15/04/2020

Une région pour les autres : les vertiges de l’hégémonie américaine au Moyen-Orient

Par Matthieu Rey

Nouveau « plan » de paix entre Israël et la Palestine, bombardement de figures importantes du régime iranien… Si les analystes annonçaient un déclin américain au Moyen-Orient, les premières semaines de 2020 semblent en démentir la teneur. Le président Trump, fidèle à une ligne politique extrêmement mouvante au gré de ses intérêts les plus immédiats, réaffirme par ces initiatives la centralité de l’acteur américain dans cette région. Mais cette forte implication ne signifie pas pour autant le suivi d’un plan clair et cohérent. Au contraire, tout semble indiquer l’inverse. Alors que la politique étrangère américaine est d’ordinaire largement déterminée par le président, qui peut même édicter des doctrines[1] pour formuler ses souhaits à venir, l’impression qui domine depuis au moins l’année 2003 est celle de changements accélérés, de retournements parfois spectaculaires et d’une sensible perte de contrôle sur le terrain.

L’idée d’un vertige rend compte de l’état d’égarement soudain d’un acteur devant ce qui lui apparaît comme un vide. Nous tenterons ici de démontrer comment les États-Unis ont construit largement leur politique moyen-orientale en relation à des impératifs exogènes plus importants (l’affrontement avec l’Union soviétique, la reconstruction de l’Europe en 1945, etc.) et, lorsque ces paramètres contraignants ont disparu en 1991, la même puissance est alors prise dans un désir de toute puissance en situation d’anomie, celui de pouvoir tout faire en l’absence de limites, par la dérégulation du jeu diplomatique et géopolitique précipitée par l’avènement d’une hégémonie au lendemain de la disparition de l’Union soviétique[2]. La fin de l’affrontement entre les deux blocs a précipité les États-Unis dans deux dynamiques contradictoires dans la région : tout en disposant d’une pleine latitude d’action devant l’absence de forces rivales, les États-Unis ne cessent pourtant d’accroître leur puissance pour conforter leur image de puissance. À l’image de l’Athènes exerçant son hégémon sur le monde grec au lendemain des guerres médiques[3], la superpuissance ne sait comment repenser son action dans un cadre réorganisé.

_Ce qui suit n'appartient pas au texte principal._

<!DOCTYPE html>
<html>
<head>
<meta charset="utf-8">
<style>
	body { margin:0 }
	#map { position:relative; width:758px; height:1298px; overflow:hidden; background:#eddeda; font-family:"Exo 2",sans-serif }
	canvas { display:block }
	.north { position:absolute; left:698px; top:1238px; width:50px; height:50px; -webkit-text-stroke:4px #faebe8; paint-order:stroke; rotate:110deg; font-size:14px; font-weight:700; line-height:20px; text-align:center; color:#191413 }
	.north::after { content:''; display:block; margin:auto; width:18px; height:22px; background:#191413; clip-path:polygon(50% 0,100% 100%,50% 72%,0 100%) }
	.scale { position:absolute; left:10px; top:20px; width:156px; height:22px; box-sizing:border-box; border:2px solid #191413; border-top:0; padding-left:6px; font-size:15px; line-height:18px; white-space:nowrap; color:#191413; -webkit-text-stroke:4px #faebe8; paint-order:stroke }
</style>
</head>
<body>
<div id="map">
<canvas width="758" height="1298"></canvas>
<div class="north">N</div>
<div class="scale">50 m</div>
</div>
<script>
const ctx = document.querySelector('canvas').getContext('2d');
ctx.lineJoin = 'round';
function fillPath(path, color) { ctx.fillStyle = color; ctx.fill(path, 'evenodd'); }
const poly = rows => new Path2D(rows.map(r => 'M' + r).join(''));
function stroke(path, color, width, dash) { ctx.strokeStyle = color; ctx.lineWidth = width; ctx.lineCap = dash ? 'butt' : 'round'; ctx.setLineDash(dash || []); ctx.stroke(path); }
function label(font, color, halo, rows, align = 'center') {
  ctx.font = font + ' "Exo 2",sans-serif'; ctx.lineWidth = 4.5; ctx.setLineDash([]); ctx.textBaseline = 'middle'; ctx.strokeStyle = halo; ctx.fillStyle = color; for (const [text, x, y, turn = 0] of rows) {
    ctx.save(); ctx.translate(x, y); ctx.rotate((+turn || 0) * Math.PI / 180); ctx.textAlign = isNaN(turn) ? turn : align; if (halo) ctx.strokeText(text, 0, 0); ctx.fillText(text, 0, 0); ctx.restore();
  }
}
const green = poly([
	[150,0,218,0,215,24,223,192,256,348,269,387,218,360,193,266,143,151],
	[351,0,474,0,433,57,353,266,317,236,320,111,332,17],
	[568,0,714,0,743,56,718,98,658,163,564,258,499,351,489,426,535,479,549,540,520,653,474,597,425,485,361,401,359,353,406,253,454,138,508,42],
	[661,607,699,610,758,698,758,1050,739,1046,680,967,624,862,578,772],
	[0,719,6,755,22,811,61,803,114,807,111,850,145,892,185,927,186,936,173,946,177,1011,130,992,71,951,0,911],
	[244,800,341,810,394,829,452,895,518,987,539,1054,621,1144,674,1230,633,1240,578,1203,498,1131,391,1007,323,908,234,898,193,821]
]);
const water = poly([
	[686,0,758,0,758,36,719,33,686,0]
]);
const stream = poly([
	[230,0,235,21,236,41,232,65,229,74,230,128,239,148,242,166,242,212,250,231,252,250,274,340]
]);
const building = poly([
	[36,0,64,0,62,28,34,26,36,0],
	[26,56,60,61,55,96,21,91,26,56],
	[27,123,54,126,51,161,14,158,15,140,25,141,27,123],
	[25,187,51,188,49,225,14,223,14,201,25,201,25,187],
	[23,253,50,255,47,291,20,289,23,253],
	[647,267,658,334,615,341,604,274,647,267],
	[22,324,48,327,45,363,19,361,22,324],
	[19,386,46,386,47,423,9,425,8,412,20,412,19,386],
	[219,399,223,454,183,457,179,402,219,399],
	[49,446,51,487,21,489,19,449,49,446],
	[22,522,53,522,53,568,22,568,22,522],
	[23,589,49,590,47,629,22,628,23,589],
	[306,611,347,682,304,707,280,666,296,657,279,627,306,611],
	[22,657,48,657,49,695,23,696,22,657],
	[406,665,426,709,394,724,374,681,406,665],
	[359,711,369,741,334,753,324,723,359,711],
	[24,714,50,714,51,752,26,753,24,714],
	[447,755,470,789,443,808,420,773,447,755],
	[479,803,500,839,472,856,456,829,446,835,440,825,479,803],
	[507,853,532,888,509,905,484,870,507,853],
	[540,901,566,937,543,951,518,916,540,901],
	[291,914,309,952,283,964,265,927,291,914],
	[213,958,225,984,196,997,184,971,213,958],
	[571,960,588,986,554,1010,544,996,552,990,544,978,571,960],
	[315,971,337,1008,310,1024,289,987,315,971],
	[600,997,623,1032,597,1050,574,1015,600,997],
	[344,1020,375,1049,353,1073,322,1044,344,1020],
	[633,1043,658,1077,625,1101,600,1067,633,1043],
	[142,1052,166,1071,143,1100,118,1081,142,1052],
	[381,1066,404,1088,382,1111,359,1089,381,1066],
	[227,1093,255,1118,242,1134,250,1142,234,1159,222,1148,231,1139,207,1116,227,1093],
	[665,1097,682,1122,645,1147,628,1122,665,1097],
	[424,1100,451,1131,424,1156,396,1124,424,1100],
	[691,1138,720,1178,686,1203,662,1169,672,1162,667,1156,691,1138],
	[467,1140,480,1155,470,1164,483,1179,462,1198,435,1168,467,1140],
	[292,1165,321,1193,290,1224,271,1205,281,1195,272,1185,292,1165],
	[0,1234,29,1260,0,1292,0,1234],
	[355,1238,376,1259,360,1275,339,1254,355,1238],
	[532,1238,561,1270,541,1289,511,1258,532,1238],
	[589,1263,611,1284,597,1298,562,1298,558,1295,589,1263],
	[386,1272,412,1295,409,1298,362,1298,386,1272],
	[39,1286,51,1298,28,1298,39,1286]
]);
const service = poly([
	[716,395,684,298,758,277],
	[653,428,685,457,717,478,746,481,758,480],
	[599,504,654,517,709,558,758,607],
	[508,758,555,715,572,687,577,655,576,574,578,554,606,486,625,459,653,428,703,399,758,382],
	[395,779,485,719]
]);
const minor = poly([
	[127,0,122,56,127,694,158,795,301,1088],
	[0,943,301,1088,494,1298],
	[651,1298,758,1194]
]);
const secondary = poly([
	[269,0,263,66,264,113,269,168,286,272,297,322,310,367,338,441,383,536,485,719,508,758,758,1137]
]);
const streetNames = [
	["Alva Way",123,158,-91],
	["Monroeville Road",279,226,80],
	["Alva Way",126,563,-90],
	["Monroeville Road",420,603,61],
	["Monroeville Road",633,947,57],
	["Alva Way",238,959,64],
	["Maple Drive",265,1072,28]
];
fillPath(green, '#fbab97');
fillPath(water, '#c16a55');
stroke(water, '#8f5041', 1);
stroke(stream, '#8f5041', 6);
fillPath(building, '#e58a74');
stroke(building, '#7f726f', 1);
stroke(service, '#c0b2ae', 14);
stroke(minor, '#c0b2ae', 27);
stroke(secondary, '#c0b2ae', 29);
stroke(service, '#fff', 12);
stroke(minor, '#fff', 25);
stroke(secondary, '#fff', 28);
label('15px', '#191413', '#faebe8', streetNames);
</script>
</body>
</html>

Comprendre les présidences Bush, Obama et Trump impose de resituer dans leur contexte les impératifs qui ont présidé à l’élaboration des doctrines diplomatiques américaines au Moyen-Orient. Trois grandes séquences se distinguent. Des lendemains de la Seconde Guerre mondiale à 1991, cette région demeure au cœur des dispositifs stratégiques américains sans pour cela que les administrations successives ne pensent autrement la région que comme un vide à combler. Cette vision, qui a exaspéré d’autres grandes puissances (la Russie principalement, ou la Chine), semble prendre corps au cours des années 1990. L’épuisement de cette volonté de puissance, à partir de 2003, conditionne largement les derniers développements politiques, faisant des États-Unis la seule hyperpuissance à même de réguler le jeu mais qui pourtant, se refuse à suivre les règles[4].

Portrait Matthieu Rey

Matthieu Rey

Chargé de recherche

Agrégé, arabisant et chargé de recherche à l’Ifas-recherche (USR 3336-Johannesburg) et associé à Wits History Workshop et au Collège de France.

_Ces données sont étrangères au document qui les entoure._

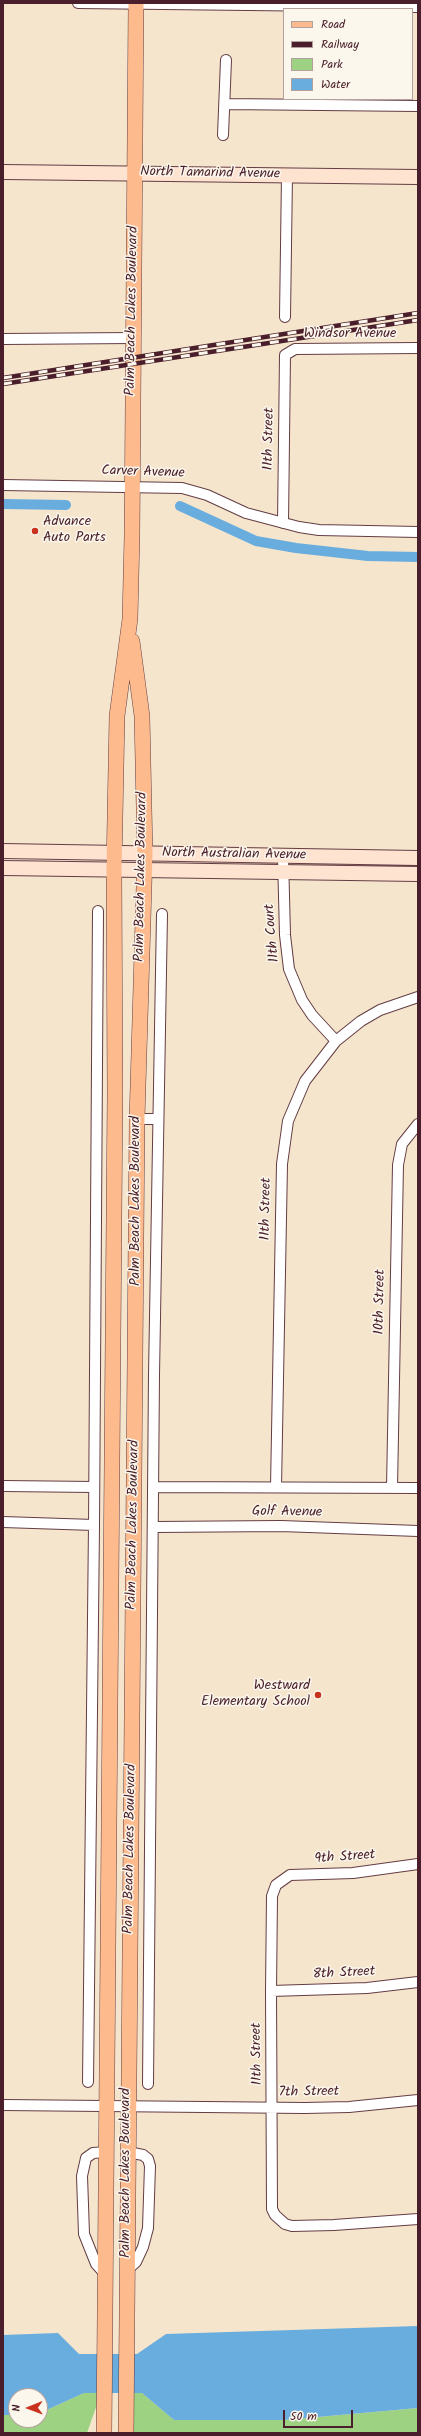 <!DOCTYPE html>
<html>
<head>
<meta charset="utf-8">
<style>
  body { margin:0 }
  #map { position:relative; width:421px; height:2436px; overflow:hidden; background:#f5e5cd; font-family:Kalam,sans-serif }
  canvas { display:block }
  .frame { position:absolute; inset:0; border:4px solid #4a1f2b; pointer-events:none }
  .legend { position:absolute; left:283px; top:8px; width:130px; height:92px; box-sizing:border-box; background:#fbf7ec; border:1px solid #b4a19f; margin:0; padding:5px 7px; list-style:none; font-size:12px; color:#4a1f2b }
  .legend li { display:flex; align-items:center; gap:8px; height:20px }
  .legend b { width:20px; border:1px solid #b4a19f }
  .north { position:absolute; left:8px; top:2388px; width:40px; height:40px; box-sizing:border-box; background:#fbf7ec; border:1px solid #b4a19f; border-radius:50%; rotate:269deg; font-size:11px; font-weight:700; line-height:16px; text-align:center; color:#4a1f2b }
  .north::after { content:''; display:block; margin:auto; width:14px; height:18px; background:#c8321e; clip-path:polygon(50% 0,100% 100%,50% 72%,0 100%) }
  .scale { position:absolute; left:283px; top:2410px; width:70px; height:18px; box-sizing:border-box; border:2px solid #4a1f2b; border-top:0; padding-left:5px; font-size:12px; line-height:14px; white-space:nowrap; color:#4a1f2b; -webkit-text-stroke:3px #fbf7ec; paint-order:stroke }
</style>
</head>
<body>
<div id="map">
<canvas width="421" height="2436"></canvas>
<div class="frame"></div>
<ul class="legend">
<li><b style="height:5px;background:#fcba8d"></b>Road</li>
<li><b style="height:5px;background:#4a1f2b"></b>Railway</li>
<li><b style="height:11px;background:#9dd283"></b>Park</li>
<li><b style="height:11px;background:#68adde"></b>Water</li>
</ul>
<div class="north">N</div>
<div class="scale">50 m</div>
</div>
<script>
const ctx = document.querySelector('canvas').getContext('2d');
ctx.lineJoin = 'round';
function fill(path, color) { ctx.fillStyle = color; ctx.fill(path, 'evenodd'); }
const poly = rows => new Path2D(rows.map(r => 'M' + r).join(''));
function trace(path, color, width, dash) { ctx.strokeStyle = color; ctx.lineWidth = width; ctx.lineCap = dash ? 'butt' : 'round'; ctx.setLineDash(dash || []); ctx.stroke(path); }
function drawText(font, color, halo, rows, align = 'center') {
  ctx.font = font + ' Kalam,sans-serif'; ctx.lineWidth = 3; ctx.setLineDash([]); ctx.textBaseline = 'middle'; ctx.strokeStyle = halo; ctx.fillStyle = color; for (const [text, x, y, turn = 0] of rows) {
    ctx.save(); ctx.translate(x, y); ctx.rotate((+turn || 0) * Math.PI / 180); ctx.textAlign = isNaN(turn) ? turn : align; if (halo) ctx.strokeText(text, 0, 0); ctx.fillText(text, 0, 0); ctx.restore();
  }
}
const green = poly([
  [84,2393,101,2393,87,2433,3,2433,3,2414,16,2415,16,2420,40,2420,40,2413],
  [126,2393,142,2393,174,2420,284,2420,418,2408,418,2433,126,2433]
]);
const water = poly([
  [418,2326,418,2408,284,2420,174,2420,142,2393,84,2393,40,2413,40,2396,16,2396,16,2415,3,2415,3,2335,58,2333,79,2354,137,2354,166,2334]
]);
const canal = poly([
  [3,504,66,505],
  [180,506,256,541,296,548,368,556,418,557]
]);
const street = poly([
  [78,3,418,7],
  [225,104,418,106],
  [223,135,226,60],
  [285,317,287,175],
  [3,339,133,338],
  [3,485,182,488,207,495,246,513,299,527,319,530,418,532],
  [283,523,285,355,295,349,418,348],
  [283,857,285,935,289,969,302,1000,312,1015,336,1041],
  [137,1119,158,1119],
  [3,1486,94,1487],
  [155,1487,418,1488],
  [276,1487,282,1164,288,1121,305,1081,336,1041,361,1021,380,1010,418,997],
  [392,1488,398,1165,402,1144,418,1124],
  [3,1522,94,1525],
  [155,1527,281,1526,418,1531],
  [418,1864,353,1873,290,1875,276,1885,272,1896,271,1991,272,2209,275,2215,285,2224,292,2226,334,2225,418,2219],
  [271,1991,367,1988,418,1982],
  [88,2082,94,1525,98,911],
  [148,2084,154,1375,162,914],
  [3,2105,305,2108,349,2107,418,2100],
  [127,2270,136,2262,143,2247,148,2228,150,2166,148,2159,143,2155,128,2152],
  [105,2274,96,2264,84,2234,82,2176,86,2158,93,2153,106,2152]
]);
const secondary = poly([
  [3,172,418,177],
  [3,851,418,858],
  [3,868,418,874]
]);
const primary = poly([
  [104,2433,115,1095,114,869,117,716,130,619,132,536,136,3],
  [126,2433,137,1119,145,853,142,716,132,641]
]);
const rail = poly([
  [3,378,418,313],
  [3,384,418,320]
]);
const markers = [
  [35,531,4,"#c8321e"],
  [318,1695,4,"#c8321e"]
];
const streetNames = [
  ["North Tamarind Avenue",210,174,1],
  ["Palm Beach Lakes Boulevard",133,311,-89],
  ["Windsor Avenue",350,335],
  ["11th Street",270,439,-89],
  ["Carver Avenue",143,473,2],
  ["North Australian Avenue",234,855,1],
  ["Palm Beach Lakes Boulevard",142,877,-89],
  ["11th Court",273,933,-95],
  ["Palm Beach Lakes Boulevard",137,1201,-90],
  ["11th Street",267,1209,-89],
  ["10th Street",381,1302,-89],
  ["Golf Avenue",287,1513,1],
  ["Palm Beach Lakes Boulevard",134,1525,-89],
  ["Palm Beach Lakes Boulevard",131,1849,-89],
  ["9th Street",345,1858,-4],
  ["8th Street",344,1974,-3],
  ["11th Street",258,2054,-91],
  ["7th Street",309,2093,-1],
  ["Palm Beach Lakes Boulevard",127,2173,-90]
];
const poiNames = [
  ["Advance",43,523],
  ["Auto Parts",43,539],
  ["Westward",310,1687,"right"],
  ["Elementary School",310,1703,"right"]
];
fill(green, '#9dd283');
fill(water, '#68adde');
trace(canal, '#68adde', 10);
trace(street, '#643d43', 12);
trace(secondary, '#643d43', 16);
trace(primary, '#643d43', 16);
trace(street, '#fff', 10);
trace(secondary, '#fee3d1', 14);
trace(primary, '#fcba8d', 15);
trace(rail, '#4a1f2b', 4.5);
trace(rail, '#fbf7ec', 3, [9]);
for (const [x, y, r, color] of markers) { const dot = new Path2D(); dot.arc(x, y, r, 0, 2 * Math.PI); ctx.fillStyle = color; ctx.fill(dot); trace(dot, '#fbf7ec', 1.5); }
drawText('14px', '#4a1f2b', '#fbf7ec', streetNames);
drawText('14px', '#4a1f2b', '#fbf7ec', poiNames, 'left');
</script>
</body>
</html>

Après avoir réalisé une thèse sur les parlementaires syriens et irakiens des années 1950, et réalisé un long terrain en Syrie (2009-2013), ses recherches se sont élargies à d’autres thématiques, comprenant la guerre froide dans le monde arabe, les élections, la crise syrienne et les politiques de développement et plus généralement la construction du politique au Moyen Orient et en Afrique australe.

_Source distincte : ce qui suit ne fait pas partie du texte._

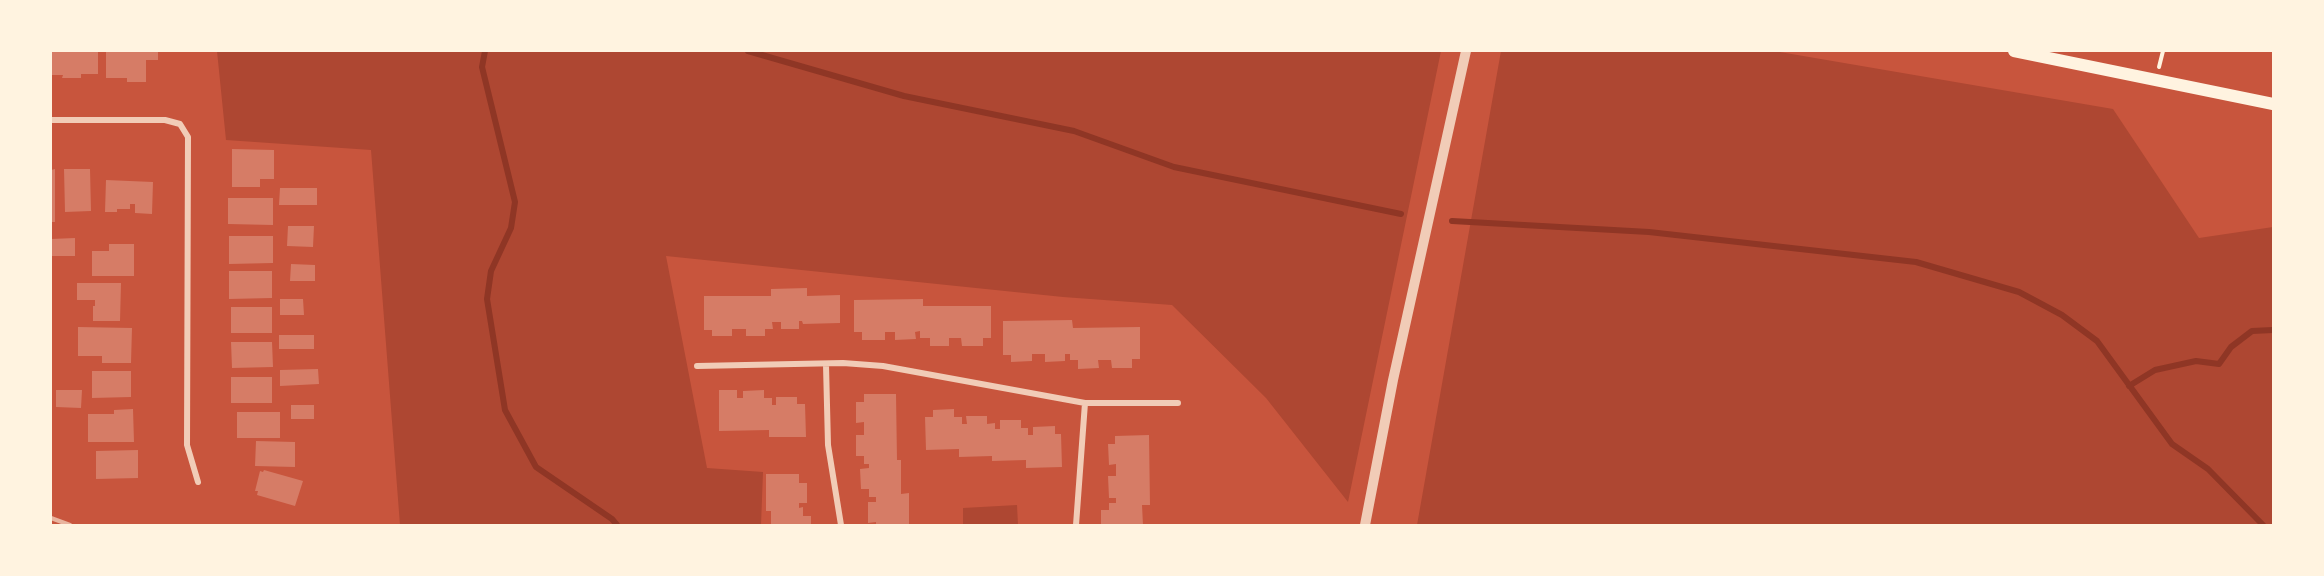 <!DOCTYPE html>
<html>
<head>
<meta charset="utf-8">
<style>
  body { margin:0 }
  #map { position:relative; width:2324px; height:576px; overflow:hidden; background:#c8553d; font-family:"Libre Baskerville",serif }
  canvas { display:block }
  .frame { position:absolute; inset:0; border:52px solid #fff3e0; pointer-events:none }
</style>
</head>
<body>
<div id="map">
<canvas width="2324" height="576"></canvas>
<div class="frame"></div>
</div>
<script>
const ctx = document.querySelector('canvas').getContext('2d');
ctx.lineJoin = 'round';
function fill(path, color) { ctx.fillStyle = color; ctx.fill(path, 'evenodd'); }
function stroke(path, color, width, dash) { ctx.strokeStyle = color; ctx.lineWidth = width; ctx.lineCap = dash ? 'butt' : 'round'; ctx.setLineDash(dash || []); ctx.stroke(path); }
fill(new Path2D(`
  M 217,51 L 1441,51 L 1348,502 L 1266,398 L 1172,305 L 1063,297 L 666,256 L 707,468 L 763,472 L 761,525 L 400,525 L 371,150 L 226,140 Z
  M 1501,51 L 1774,51 L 2113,109 L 2199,238 L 2273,227 L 2273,525 L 1417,525 Z
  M 1017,505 L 1018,525 L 963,525 L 963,508 Z`), '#ae4732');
stroke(new Path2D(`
  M 485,51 L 482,67 L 515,202 L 511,228 L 491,271 L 487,299 L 505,410 L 536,467 L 612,519 L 617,525
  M 748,51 L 904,96 L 1074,131 L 1174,167 L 1401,214
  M 1452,221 L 1649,232 L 1916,262 L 2019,292 L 2062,315 L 2097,341 L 2172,444 L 2208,469 L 2263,525
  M 2129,386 L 2155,370 L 2196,361 L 2219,364 L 2231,347 L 2252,331 L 2273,330`), '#8f3625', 6);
fill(new Path2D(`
  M 51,51 L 98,51 L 98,74 L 81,74 L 81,78 L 62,78 L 63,75 L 51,75 Z
  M 106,51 L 158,51 L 158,60 L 146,60 L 146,82 L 127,82 L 127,78 L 106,78 Z
  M 232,149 L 274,150 L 274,179 L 260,179 L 260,187 L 232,187 Z
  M 55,169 L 55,222 L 51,222 L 51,170 Z
  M 64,169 L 90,169 L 91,211 L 65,212 Z
  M 106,180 L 153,182 L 152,214 L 135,213 L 135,204 L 130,204 L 130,209 L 117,209 L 117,212 L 105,212 Z
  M 280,188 L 317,188 L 317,205 L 279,205 Z
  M 228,198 L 273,198 L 273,225 L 228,224 Z
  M 288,226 L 314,226 L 313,247 L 287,246 Z
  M 229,236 L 273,236 L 273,263 L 229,264 Z
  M 75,238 L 75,256 L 51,256 L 51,239 Z
  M 109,244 L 134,244 L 134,276 L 92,276 L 92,251 L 109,251 Z
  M 291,264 L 315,265 L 315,281 L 290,281 Z
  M 229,271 L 272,271 L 272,298 L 229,299 Z
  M 77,283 L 121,283 L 120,321 L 93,321 L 93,306 L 95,306 L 95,300 L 77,300 Z
  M 807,288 L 807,296 L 840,295 L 840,323 L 803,324 L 802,321 L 799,321 L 799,329 L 781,329 L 781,322 L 772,322 L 773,329 L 765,329 L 765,336 L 746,336 L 746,329 L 732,329 L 732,336 L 712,336 L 712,330 L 704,330 L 704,296 L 771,296 L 771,289 Z
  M 280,299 L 303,299 L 304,315 L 280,315 Z
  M 923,299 L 923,306 L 991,306 L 991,338 L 983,338 L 983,346 L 962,346 L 961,338 L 949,338 L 949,346 L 930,346 L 930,338 L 920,338 L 920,331 L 915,332 L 916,339 L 895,340 L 895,332 L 885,332 L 885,340 L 862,340 L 862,332 L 854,332 L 854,300 Z
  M 231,307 L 272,307 L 272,333 L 231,333 Z
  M 1072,320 L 1073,328 L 1140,327 L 1140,359 L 1132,359 L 1132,368 L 1112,368 L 1111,360 L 1098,360 L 1099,368 L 1078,369 L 1078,360 L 1070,360 L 1070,354 L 1065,354 L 1065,361 L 1045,362 L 1045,354 L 1032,354 L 1032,361 L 1011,362 L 1011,355 L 1003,355 L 1003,321 Z
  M 78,327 L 132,328 L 131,363 L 102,363 L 102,356 L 78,356 Z
  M 279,335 L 314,335 L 314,349 L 279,349 Z
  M 231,342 L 272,342 L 273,367 L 232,368 Z
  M 318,369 L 319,384 L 280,386 L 280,370 Z
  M 92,371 L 131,371 L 131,397 L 92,398 Z
  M 231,377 L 272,377 L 272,403 L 231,403 Z
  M 56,390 L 82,390 L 81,408 L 56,407 Z
  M 719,390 L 737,390 L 737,398 L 743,398 L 743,391 L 764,390 L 764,398 L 772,398 L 772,405 L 776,405 L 776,397 L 797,397 L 797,404 L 805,404 L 806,437 L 769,437 L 769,430 L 719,431 Z
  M 864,394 L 896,394 L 897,460 L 901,460 L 901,494 L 909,493 L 909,525 L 876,525 L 876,522 L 868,523 L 868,502 L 876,502 L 876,497 L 869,497 L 869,489 L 861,489 L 860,469 L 869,468 L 869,464 L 864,464 L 864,456 L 856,456 L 856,435 L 864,435 L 864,422 L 856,423 L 856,402 L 864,402 Z
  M 291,405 L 314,405 L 314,419 L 291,419 Z
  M 133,409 L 134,442 L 88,442 L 88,414 L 114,414 L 114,410 Z
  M 954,409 L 954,417 L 962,417 L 962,424 L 967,424 L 966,416 L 987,416 L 987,424 L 995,423 L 995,429 L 1000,429 L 1000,420 L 1021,420 L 1021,428 L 1028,428 L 1028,435 L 1033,435 L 1033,427 L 1055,426 L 1055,434 L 1061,434 L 1062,467 L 1026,468 L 1026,460 L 992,461 L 992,456 L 959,457 L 959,449 L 926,450 L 925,417 L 933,417 L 933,410 Z
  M 237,412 L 280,412 L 280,438 L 237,438 Z
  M 1149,435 L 1150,505 L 1142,505 L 1143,525 L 1101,525 L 1101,510 L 1109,510 L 1109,503 L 1116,503 L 1116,498 L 1109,498 L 1108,476 L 1116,476 L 1116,464 L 1109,465 L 1108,444 L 1115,444 L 1115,436 Z
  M 256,441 L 295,442 L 295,467 L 255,466 Z
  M 138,450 L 138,478 L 96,479 L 96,451 Z
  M 264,470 L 303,481 L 295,506 L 257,495 L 258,491 L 255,491 L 260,471 L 263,472 Z
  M 766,474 L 799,474 L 799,483 L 807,483 L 807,503 L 799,503 L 799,508 L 803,507 L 803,516 L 811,516 L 811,525 L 771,525 L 771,511 L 766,511 Z`), '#d67c66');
stroke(new Path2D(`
  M 2159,67 L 2163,51`), '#fff3e0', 4);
stroke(new Path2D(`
  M 51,120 L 165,120 L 180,124 L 188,137 L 187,445 L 198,482
  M 826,365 L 828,445 L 841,525
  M 697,366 L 843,363 L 883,366 L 1085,403 L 1178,403
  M 1076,525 L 1085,403`), '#f1ccb7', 6);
stroke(new Path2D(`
  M 1365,525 L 1393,380 L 1466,51`), '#f1ccb7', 10);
stroke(new Path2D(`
  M 2014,51 L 2273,104`), '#fff3e0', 12);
stroke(new Path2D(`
  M 51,518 L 70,525`), '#e9b49f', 4.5);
</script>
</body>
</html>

Penser le Moyen-Orient (1945-1991)

La relation américaine au Moyen-Orient remonte quasiment à la fondation des États-Unis. La région, qui est le premier lieu de déploiement d’une marine de guerre en 1801 pour lutter contre la piraterie tripolitaine, accueille ensuite à partir de 1830 les vagues de missionnaires américains qui fondent quatre décennies plus tard les premières universités américaines (Syrian Protestant College devenant l’American University of Beirut). Le commerce américain se déploie surtout à partir de l’entre-deux-guerres. La région occupe ainsi de longue date une place de choix dans la pensée stratégique américaine. C’est d’ailleurs un général américain qui invente le terme de Moyen-Orient[5] pour désigner cette zone intermédiaire entre l’Europe et l’empire des Indes sous domination britannique. Au milieu du XXe siècle, trois générations de familles américaines se sont déjà succédé au Moyen-Orient. Si la première pratiquait le prêche, la seconde et troisième, qualifiées d’arabist, disposent d’un accès à la langue locale et sont le plus souvent employées dans les compagnies pétrolières. Sur la base de ces liens anciens, quelque chose de nouveau se met en place à partir de 1942.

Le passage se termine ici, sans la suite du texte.